While most sources briefly describe the Prussian god Potrimpus as the god of flowing water and springs, Simon Grunau gives a more detailed description of the god in his Prussian Chronicle, although his information is considered unreliable. According to this, Potrimpos is a god of luck who was worshiped at the holy evergreen oak in Rickoyto together with Perkunos and Patollos . In his honor a snake is worshiped at the oak in question, and it is sacrificed with milk in a pot covered with sheaves. The same three gods are represented on the flag of King Widowuto :
"... one of them was like a young figure, ane bardt, crowned with sangelen (ears of corn) and frolich irbot and the god of grain and his name was Potrimppo"
Autrimpus and Natrimpus
The relationship between Potrimpus and two other Prussian god names is unclear. As early as 1418, the Collatio episcopi Warmensis mentions that the pagan inhabitants of Prussia worshiped the "Patollum Natrimpe" and other monstrous spirits. While the Sudauer Büchlein describes the Potrimpus as the god of flowing water, Autrimpus is “the god of more and of great sight” and is equated in the agenda with the Roman sea god Neptunus . Bardoayts are also joined as "the ship god", whom Johannes Malalas equates with the Roman port god Portunus .
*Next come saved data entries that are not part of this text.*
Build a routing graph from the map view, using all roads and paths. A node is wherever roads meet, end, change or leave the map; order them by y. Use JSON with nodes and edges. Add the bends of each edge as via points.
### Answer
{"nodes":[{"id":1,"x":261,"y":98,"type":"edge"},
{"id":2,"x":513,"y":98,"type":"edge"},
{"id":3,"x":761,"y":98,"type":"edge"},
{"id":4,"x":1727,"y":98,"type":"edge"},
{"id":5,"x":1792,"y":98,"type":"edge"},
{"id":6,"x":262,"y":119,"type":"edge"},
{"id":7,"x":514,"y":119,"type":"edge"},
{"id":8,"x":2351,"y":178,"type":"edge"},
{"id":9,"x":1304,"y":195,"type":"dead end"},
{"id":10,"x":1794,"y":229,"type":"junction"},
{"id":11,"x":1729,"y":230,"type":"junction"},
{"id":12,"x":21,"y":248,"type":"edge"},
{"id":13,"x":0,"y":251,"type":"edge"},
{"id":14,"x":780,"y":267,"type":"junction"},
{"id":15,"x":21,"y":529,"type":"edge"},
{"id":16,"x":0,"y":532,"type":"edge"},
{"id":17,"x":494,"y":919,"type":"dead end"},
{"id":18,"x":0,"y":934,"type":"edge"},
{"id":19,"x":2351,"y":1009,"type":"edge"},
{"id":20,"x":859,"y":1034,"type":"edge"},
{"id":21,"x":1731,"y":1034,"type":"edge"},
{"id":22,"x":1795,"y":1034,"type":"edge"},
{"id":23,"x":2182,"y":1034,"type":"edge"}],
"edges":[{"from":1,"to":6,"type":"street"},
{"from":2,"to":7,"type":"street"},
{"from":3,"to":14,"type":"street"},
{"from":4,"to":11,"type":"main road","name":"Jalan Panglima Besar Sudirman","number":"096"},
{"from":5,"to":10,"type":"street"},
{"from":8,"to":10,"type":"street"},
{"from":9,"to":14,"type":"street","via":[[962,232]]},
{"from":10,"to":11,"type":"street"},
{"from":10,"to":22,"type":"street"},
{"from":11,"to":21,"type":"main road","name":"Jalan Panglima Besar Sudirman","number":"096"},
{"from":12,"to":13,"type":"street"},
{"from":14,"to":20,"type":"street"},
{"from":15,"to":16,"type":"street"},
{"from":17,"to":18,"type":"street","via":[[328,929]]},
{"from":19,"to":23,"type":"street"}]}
Since the syllable -trimp- cannot be explained from the Baltic, it remains unclear how the gods Potrimpus, Autrimpus and Natrimpe are to be interpreted and how they relate to each other.
- Jonas Balys, Haralds Biezais : Baltic mythology . In: Hans Wilhelm Haussig (Ed.): Gods and Myths in Old Europe (= Dictionary of Mythology . Department 1: The ancient civilized peoples. Volume 2). Klett-Cotta, Stuttgart 1973, ISBN 3-12-909820-8 .
- John Maletius : Potrympum Deum fluuiorum ac fontium.